Assignment: All lines below containing "graph" are to be listed.

Supplied data:

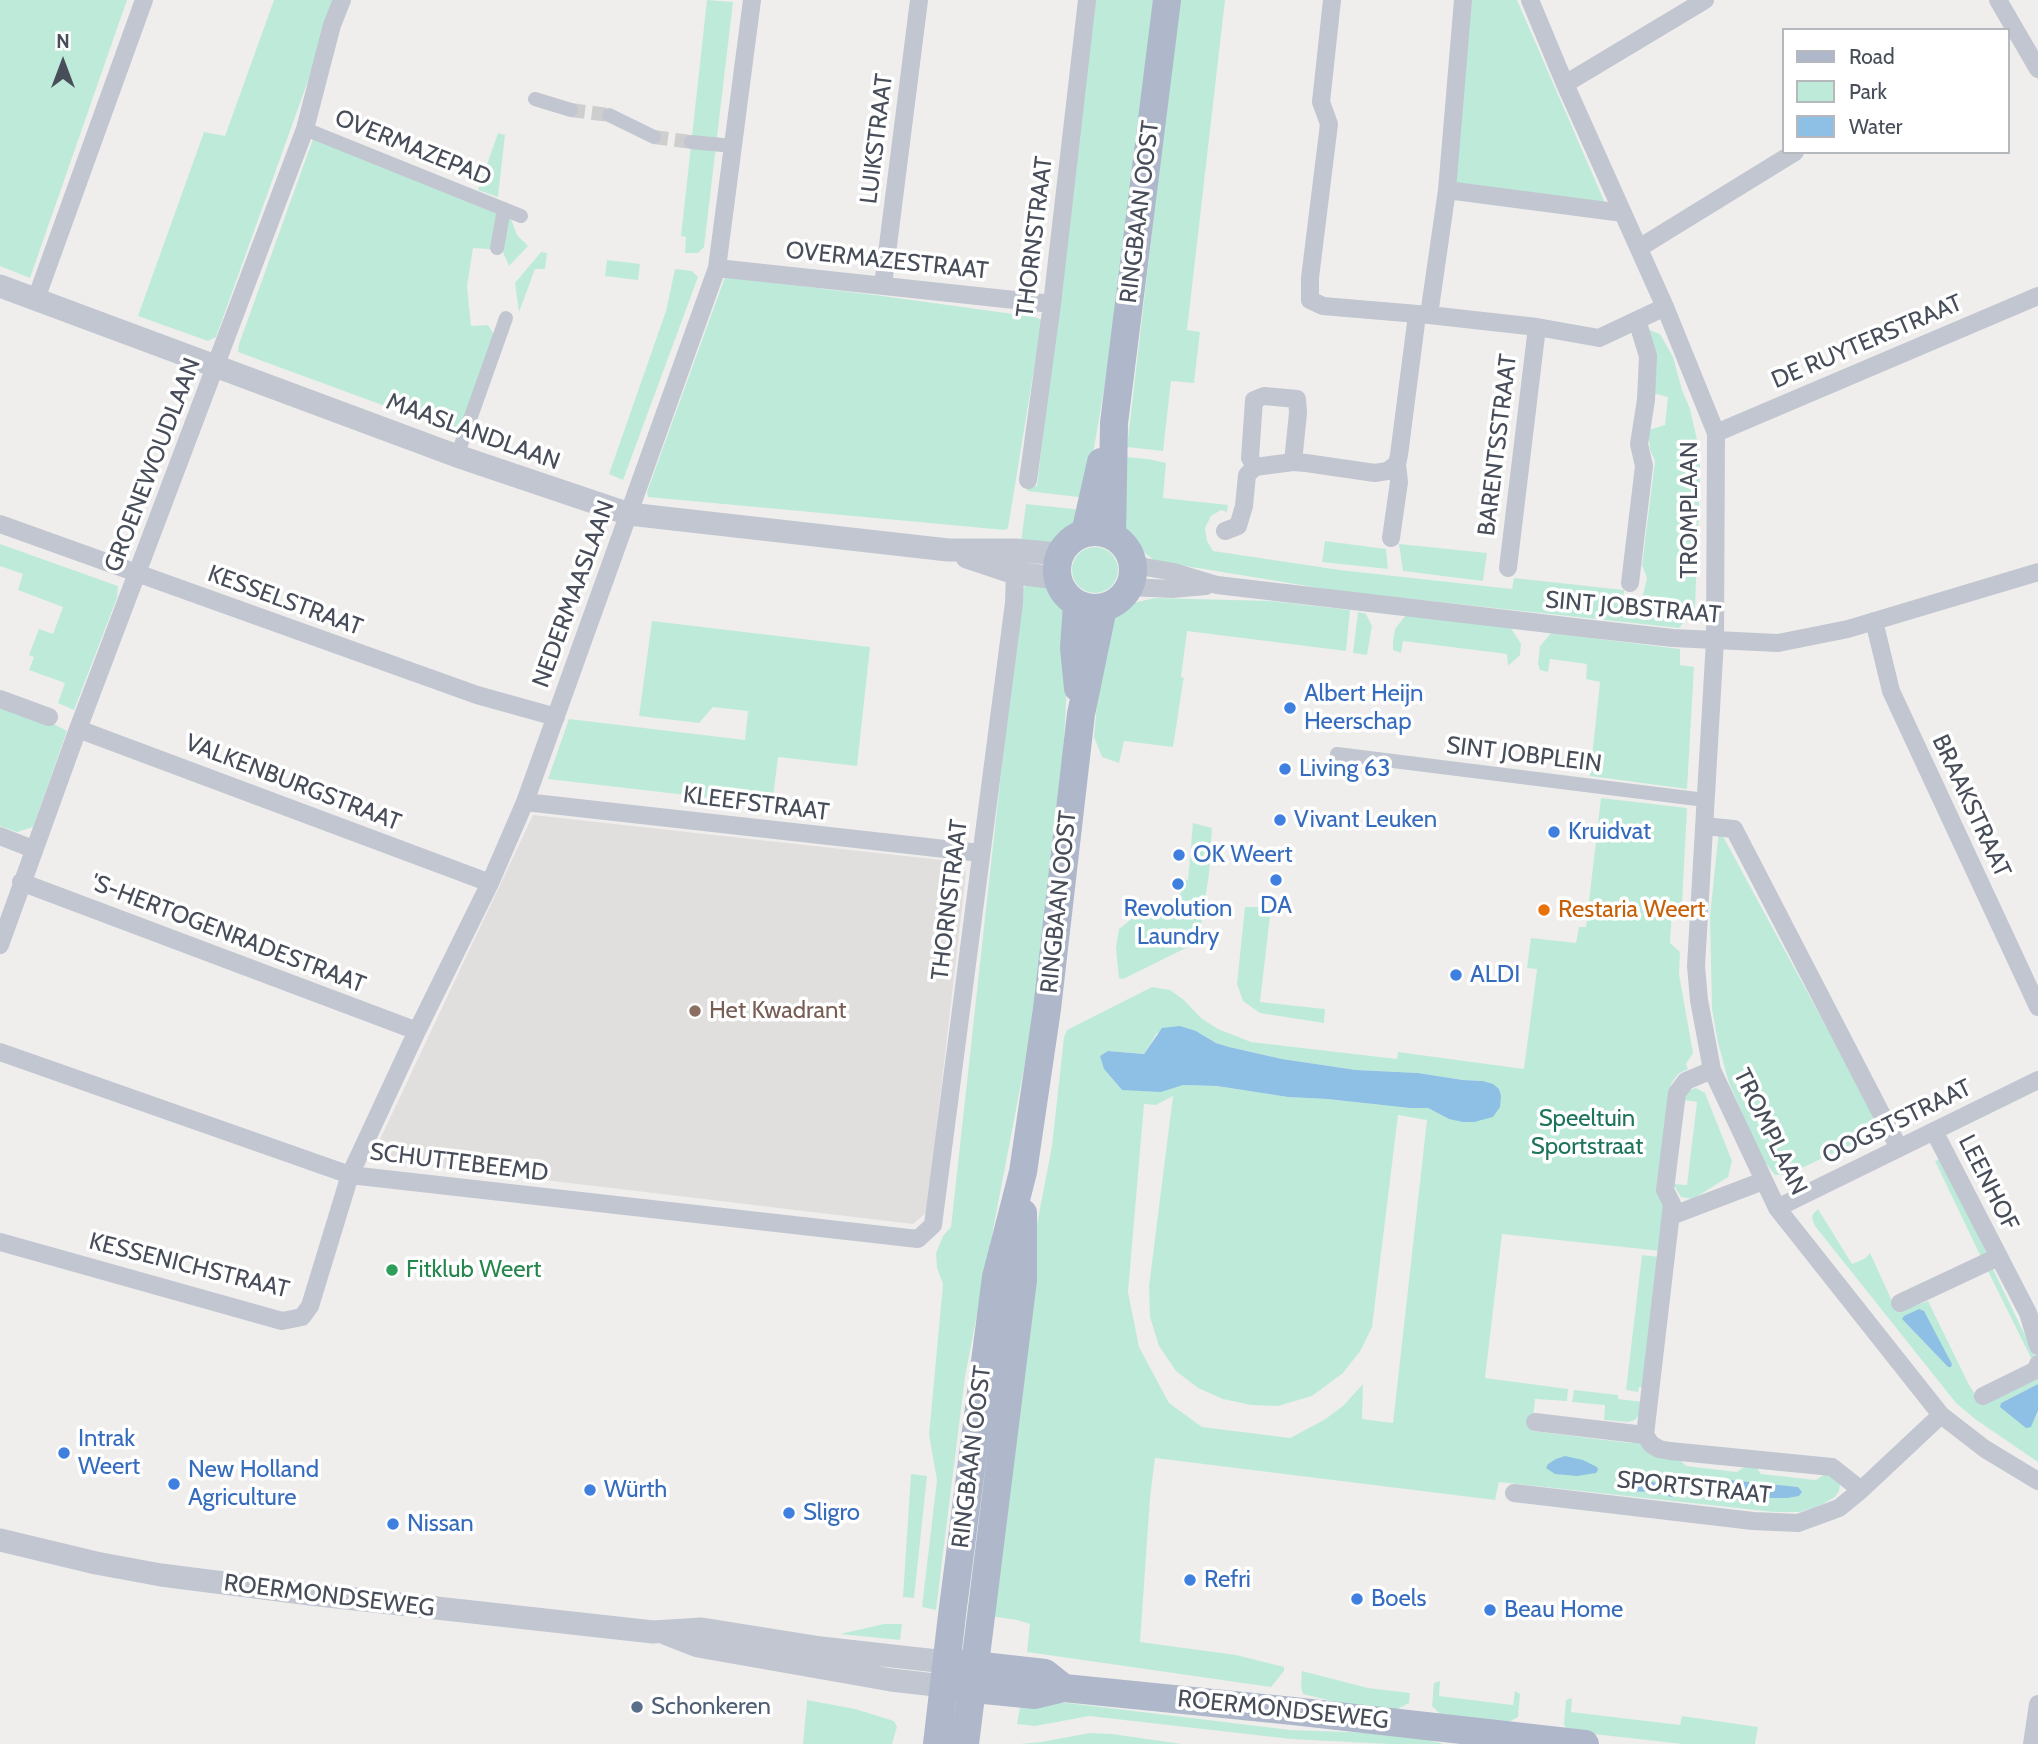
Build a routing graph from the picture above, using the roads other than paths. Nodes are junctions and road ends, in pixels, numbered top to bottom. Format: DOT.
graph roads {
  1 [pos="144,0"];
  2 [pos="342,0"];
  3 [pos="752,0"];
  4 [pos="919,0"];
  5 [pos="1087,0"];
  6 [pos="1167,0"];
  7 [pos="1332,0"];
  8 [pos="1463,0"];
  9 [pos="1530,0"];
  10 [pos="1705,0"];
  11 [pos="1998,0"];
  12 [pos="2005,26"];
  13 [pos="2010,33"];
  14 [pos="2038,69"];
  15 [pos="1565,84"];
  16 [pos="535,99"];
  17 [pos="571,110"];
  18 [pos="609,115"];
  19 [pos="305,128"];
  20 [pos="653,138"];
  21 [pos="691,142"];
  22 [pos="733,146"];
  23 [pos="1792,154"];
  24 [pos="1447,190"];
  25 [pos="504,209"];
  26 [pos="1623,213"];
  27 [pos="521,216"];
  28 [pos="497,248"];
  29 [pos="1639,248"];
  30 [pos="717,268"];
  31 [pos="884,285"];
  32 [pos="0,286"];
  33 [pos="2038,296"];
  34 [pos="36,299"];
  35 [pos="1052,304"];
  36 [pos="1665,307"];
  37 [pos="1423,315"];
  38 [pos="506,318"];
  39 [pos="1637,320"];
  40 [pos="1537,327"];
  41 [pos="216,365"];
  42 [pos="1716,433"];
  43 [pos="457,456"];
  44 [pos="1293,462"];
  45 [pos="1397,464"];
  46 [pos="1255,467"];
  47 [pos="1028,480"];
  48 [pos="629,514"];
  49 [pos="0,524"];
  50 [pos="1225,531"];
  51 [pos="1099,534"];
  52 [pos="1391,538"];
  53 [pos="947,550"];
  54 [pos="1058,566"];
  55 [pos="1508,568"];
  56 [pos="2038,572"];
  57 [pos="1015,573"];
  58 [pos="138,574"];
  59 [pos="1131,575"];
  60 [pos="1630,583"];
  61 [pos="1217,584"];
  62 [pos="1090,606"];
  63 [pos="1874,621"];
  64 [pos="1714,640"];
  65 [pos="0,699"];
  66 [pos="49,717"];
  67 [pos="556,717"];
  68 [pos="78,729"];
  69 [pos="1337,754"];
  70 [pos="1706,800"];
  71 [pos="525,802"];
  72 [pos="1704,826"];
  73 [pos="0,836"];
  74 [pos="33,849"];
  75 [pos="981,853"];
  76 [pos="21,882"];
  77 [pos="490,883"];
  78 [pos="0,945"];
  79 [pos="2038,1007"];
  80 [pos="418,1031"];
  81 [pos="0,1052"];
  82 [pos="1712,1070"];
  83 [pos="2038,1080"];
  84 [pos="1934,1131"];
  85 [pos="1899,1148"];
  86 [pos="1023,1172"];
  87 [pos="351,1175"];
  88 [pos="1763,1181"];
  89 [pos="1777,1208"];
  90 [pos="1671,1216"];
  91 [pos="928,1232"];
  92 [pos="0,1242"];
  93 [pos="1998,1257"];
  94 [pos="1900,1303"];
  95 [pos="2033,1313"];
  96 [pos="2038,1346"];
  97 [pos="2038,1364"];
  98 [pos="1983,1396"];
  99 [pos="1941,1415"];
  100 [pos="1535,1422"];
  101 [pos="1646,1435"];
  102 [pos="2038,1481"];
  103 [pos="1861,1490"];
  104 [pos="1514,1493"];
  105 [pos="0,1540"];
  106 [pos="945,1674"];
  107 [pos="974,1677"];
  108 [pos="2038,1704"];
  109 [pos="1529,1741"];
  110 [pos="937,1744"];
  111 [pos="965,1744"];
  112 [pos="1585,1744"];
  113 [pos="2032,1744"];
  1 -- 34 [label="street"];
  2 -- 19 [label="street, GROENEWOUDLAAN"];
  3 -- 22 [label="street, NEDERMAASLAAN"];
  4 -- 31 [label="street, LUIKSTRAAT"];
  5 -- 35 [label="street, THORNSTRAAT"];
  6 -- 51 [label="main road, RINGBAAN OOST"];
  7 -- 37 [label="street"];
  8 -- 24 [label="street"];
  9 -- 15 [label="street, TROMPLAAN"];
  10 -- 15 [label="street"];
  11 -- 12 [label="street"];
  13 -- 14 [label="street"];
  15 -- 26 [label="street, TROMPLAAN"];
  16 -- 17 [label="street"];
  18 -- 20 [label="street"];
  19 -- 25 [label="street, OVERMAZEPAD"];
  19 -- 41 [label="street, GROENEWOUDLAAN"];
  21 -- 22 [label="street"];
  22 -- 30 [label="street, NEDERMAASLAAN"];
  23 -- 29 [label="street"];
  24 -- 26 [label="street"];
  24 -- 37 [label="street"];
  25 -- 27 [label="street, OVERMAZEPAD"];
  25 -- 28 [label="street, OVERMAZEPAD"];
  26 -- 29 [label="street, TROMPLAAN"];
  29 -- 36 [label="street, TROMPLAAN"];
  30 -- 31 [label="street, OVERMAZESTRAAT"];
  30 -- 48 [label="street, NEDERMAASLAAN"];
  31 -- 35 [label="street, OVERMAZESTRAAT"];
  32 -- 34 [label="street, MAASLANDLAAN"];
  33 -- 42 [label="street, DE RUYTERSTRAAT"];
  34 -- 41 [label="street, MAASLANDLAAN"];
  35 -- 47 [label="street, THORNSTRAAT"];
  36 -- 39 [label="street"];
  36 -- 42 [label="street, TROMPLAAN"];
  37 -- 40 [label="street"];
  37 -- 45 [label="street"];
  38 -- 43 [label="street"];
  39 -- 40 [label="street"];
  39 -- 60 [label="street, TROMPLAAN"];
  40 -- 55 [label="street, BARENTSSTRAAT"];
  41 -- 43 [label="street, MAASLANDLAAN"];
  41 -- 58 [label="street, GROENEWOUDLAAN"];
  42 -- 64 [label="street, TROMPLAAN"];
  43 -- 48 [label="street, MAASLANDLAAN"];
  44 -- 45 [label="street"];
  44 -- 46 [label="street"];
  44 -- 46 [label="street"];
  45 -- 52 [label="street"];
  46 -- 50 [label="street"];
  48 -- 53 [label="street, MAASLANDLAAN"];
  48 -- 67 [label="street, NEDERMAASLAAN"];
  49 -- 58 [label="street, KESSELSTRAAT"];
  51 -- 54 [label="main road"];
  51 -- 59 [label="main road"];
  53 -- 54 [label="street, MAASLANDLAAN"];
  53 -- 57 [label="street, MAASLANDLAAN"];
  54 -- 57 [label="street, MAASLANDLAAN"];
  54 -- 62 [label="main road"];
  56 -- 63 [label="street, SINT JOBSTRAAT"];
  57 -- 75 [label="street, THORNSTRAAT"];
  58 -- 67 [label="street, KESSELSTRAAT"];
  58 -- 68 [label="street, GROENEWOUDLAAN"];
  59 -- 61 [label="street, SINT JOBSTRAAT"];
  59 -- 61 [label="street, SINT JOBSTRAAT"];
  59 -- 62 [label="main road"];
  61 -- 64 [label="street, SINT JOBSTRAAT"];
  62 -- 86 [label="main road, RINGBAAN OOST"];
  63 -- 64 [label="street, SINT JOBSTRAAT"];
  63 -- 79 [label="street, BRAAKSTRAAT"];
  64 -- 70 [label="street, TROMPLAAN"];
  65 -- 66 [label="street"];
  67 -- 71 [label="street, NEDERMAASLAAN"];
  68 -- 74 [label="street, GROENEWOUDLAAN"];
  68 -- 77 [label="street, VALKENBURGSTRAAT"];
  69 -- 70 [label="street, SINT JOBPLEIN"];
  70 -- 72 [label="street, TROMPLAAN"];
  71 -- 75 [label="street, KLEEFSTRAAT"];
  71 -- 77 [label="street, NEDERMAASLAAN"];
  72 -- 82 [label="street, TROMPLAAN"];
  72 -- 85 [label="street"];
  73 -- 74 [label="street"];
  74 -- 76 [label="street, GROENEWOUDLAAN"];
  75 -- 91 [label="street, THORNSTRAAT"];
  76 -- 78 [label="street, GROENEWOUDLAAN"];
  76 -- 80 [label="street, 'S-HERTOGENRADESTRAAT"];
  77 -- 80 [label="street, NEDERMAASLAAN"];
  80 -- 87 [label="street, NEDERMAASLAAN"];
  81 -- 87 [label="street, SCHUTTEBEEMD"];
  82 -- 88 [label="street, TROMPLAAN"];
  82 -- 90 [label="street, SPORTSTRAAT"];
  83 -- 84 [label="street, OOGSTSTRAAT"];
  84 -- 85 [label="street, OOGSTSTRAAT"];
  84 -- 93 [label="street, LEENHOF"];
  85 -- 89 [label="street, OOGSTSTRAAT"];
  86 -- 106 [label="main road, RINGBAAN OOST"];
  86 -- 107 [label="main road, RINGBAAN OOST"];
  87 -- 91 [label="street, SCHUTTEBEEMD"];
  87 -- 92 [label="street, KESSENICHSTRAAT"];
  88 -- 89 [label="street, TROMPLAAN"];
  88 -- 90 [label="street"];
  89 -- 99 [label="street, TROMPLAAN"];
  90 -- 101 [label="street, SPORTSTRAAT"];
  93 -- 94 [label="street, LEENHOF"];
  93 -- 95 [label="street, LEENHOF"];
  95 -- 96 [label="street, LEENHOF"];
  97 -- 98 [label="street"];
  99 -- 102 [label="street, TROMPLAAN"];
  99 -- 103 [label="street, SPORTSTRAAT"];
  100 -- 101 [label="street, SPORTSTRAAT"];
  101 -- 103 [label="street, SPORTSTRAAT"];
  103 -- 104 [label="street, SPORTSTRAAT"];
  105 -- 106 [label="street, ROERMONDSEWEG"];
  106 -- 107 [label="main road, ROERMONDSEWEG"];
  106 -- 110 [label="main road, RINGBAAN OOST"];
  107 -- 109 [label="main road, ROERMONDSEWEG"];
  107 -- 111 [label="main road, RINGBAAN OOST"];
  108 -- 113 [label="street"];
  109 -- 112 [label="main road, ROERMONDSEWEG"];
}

Exercise result:
Build a routing graph from the picture above, using the roads other than paths. Nodes are junctions and road ends, in pixels, numbered top to bottom. Format: DOT.
graph roads {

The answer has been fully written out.